[Opening Source material section]
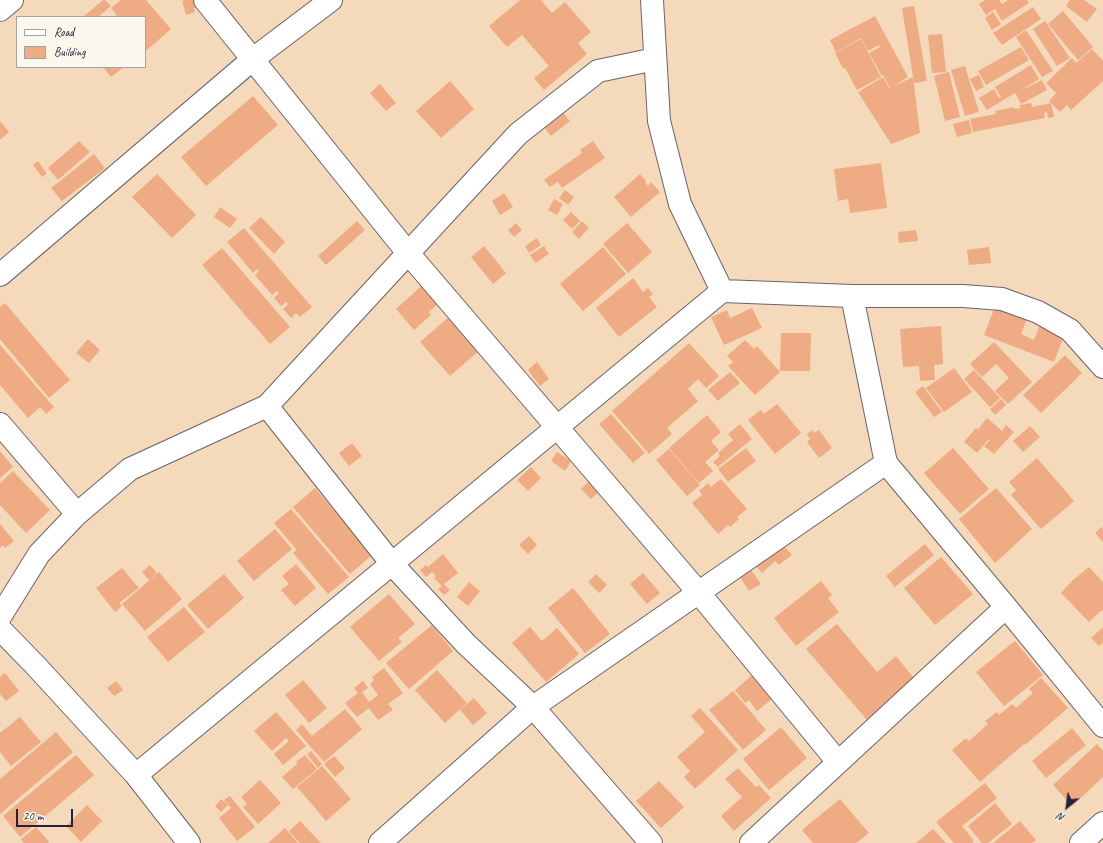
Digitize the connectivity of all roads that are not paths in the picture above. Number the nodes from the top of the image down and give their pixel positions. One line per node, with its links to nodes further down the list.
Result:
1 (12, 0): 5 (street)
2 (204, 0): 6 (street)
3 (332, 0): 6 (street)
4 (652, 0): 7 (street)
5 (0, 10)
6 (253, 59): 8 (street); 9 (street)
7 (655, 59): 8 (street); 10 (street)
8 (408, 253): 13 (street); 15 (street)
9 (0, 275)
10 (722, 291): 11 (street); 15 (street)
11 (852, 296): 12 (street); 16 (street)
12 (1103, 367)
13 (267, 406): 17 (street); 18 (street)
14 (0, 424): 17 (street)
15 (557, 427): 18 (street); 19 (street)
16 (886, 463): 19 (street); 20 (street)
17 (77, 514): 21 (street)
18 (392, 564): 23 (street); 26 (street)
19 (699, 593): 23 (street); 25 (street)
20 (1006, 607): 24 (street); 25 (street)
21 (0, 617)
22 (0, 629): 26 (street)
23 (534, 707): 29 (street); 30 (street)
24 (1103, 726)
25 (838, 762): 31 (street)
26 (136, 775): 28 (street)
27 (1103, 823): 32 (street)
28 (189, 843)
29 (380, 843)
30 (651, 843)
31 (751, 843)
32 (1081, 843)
[Closing Source material section]
[Opening Source material section]
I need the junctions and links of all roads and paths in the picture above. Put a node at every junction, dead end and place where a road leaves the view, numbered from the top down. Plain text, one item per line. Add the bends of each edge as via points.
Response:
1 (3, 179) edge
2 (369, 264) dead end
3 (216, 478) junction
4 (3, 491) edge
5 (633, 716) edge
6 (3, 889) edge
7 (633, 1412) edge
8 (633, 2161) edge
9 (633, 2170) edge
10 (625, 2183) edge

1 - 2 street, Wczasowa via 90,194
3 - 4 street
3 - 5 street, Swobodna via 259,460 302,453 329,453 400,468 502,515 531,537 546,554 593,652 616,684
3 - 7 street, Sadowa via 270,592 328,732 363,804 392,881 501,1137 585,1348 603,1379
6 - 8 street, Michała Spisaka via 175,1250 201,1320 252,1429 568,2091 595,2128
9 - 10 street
[Closing Source material section]
▸ **Your instructions**
The only reply wanted is the number of lines in the records above containing the word "from".

▸ **Response area**
2